In the realm of nuclear physics, a team of researchers from the Helmholtz Institute for Radiation and Nuclear Physics at the University of Bonn, Germany, has been delving into the mysteries of multi-neutron systems. Led by Shuang Zhang, along with Serdar Elhatisari and Ulf-G. Meißner, the team has been exploring the structure and behavior of neutron-rich light nuclei, particularly ${}^8$He and ${}^7$H. Their findings, published in the journal Physical Review Letters, offer valuable insights that could have implications for the energy sector, particularly in understanding nuclear reactions and improving nuclear energy technologies.

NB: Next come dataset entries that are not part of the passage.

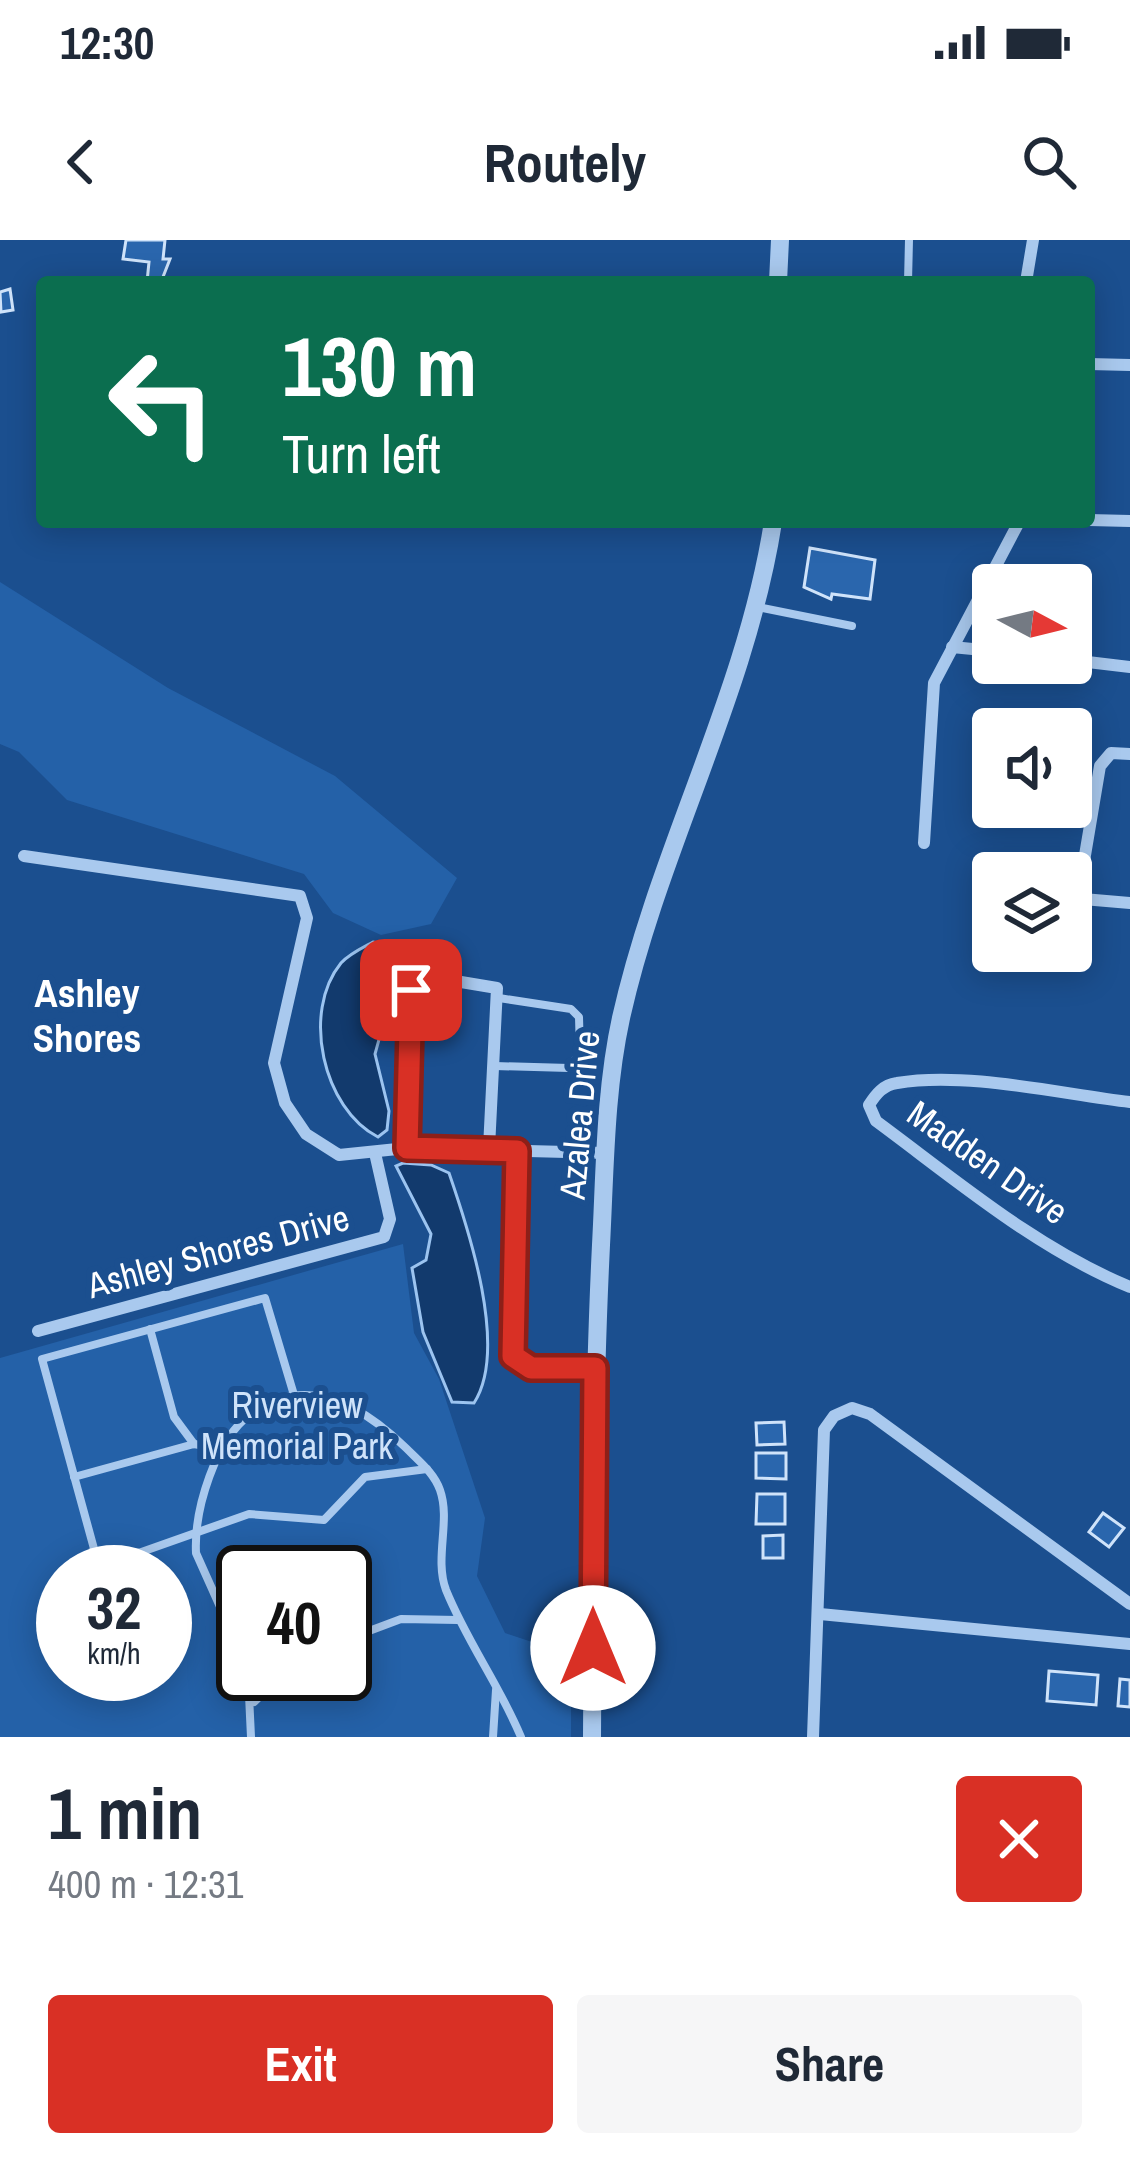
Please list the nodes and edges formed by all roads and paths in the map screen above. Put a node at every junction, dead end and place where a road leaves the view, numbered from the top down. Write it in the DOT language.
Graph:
graph roads {
  1 [pos="780,240"];
  2 [pos="908,240"];
  3 [pos="1033,240"];
  4 [pos="778,276"];
  5 [pos="908,276"];
  6 [pos="1028,276"];
  7 [pos="1095,364"];
  8 [pos="1130,365"];
  9 [pos="1095,520"];
  10 [pos="1130,521"];
  11 [pos="771,528"];
  12 [pos="1016,528"];
  13 [pos="757,607"];
  14 [pos="852,626"];
  15 [pos="952,646"];
  16 [pos="972,648"];
  17 [pos="1092,662"];
  18 [pos="1130,667"];
  19 [pos="1130,754"];
  20 [pos="924,843"];
  21 [pos="23,856"];
  22 [pos="1130,903"];
  23 [pos="499,998"];
  24 [pos="495,1066"];
  25 [pos="1130,1102"];
  26 [pos="407,1148"];
  27 [pos="489,1148"];
  28 [pos="517,1151"];
  29 [pos="375,1153"];
  30 [pos="605,1153"];
  31 [pos="1130,1287"];
  32 [pos="150,1329"];
  33 [pos="38,1331"];
  34 [pos="595,1368"];
  35 [pos="294,1395"];
  36 [pos="194,1444"];
  37 [pos="220,1450"];
  38 [pos="427,1468"];
  39 [pos="74,1477"];
  40 [pos="195,1535"];
  41 [pos="216,1598"];
  42 [pos="1130,1604"];
  43 [pos="820,1614"];
  44 [pos="458,1619"];
  45 [pos="372,1629"];
  46 [pos="1130,1644"];
  47 [pos="496,1689"];
  48 [pos="253,1703"];
  49 [pos="251,1737"];
  50 [pos="493,1737"];
  51 [pos="521,1737"];
  52 [pos="592,1737"];
  53 [pos="813,1737"];
  1 -- 4 [label="street"];
  2 -- 5 [label="lane"];
  3 -- 6 [label="street"];
  7 -- 8 [label="street"];
  9 -- 10 [label="street"];
  11 -- 13 [label="street, Azalea Drive"];
  12 -- 15 [label="street"];
  13 -- 14 [label="lane"];
  13 -- 30 [label="street, Azalea Drive"];
  15 -- 16 [label="street"];
  15 -- 20 [label="street"];
  17 -- 18 [label="street"];
  19 -- 22 [label="street"];
  21 -- 29 [label="street"];
  23 -- 24 [label="street"];
  23 -- 24 [label="lane"];
  23 -- 26 [label="street"];
  24 -- 27 [label="street"];
  25 -- 31 [label="street, Madden Drive"];
  26 -- 27 [label="street, Ashley Shores Drive"];
  26 -- 29 [label="street, Ashley Shores Drive"];
  27 -- 28 [label="street, Ashley Shores Drive"];
  28 -- 30 [label="street, Ashley Shores Drive"];
  28 -- 34 [label="lane"];
  29 -- 33 [label="street, Ashley Shores Drive"];
  30 -- 34 [label="street, Azalea Drive"];
  32 -- 35 [label="lane"];
  32 -- 36 [label="lane"];
  32 -- 39 [label="lane"];
  34 -- 52 [label="street, Azalea Drive"];
  35 -- 37 [label="lane"];
  35 -- 38 [label="lane"];
  36 -- 37 [label="lane"];
  36 -- 39 [label="lane"];
  37 -- 40 [label="lane"];
  38 -- 40 [label="lane"];
  38 -- 44 [label="lane"];
  39 -- 40 [label="lane"];
  40 -- 41 [label="lane"];
  42 -- 43 [label="street"];
  43 -- 46 [label="street"];
  43 -- 53 [label="street"];
  44 -- 45 [label="lane"];
  44 -- 47 [label="lane"];
  47 -- 50 [label="lane"];
  47 -- 51 [label="lane"];
  48 -- 49 [label="lane"];
}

The quest to understand multi-neutron systems has been ongoing for some time, with recent experimental efforts focusing on probing candidate four-neutron configurations in neutron-rich light nuclei. However, the ground-state energies of certain hydrogen isotopes, such as ${}^6$H and ${}^7$H, have not been well constrained, leading to discrepancies in both experimental analyses and theoretical predictions.
To address this, the researchers employed ab initio nuclear lattice effective field theory, utilizing an ensemble of 282 chiral two- and three-nucleon forces. This approach allowed them to perform an uncertainty-quantified analysis of the ground-state energies of ${}^6$H and ${}^7$H. Their findings suggest a single-neutron separation energy for ${}^7$H of approximately 0.35 MeV, with an uncertainty of plus or minus 0.32 MeV. This result disfavors the sequential decay of ${}^6$H + n and instead points towards direct t + 4n emission.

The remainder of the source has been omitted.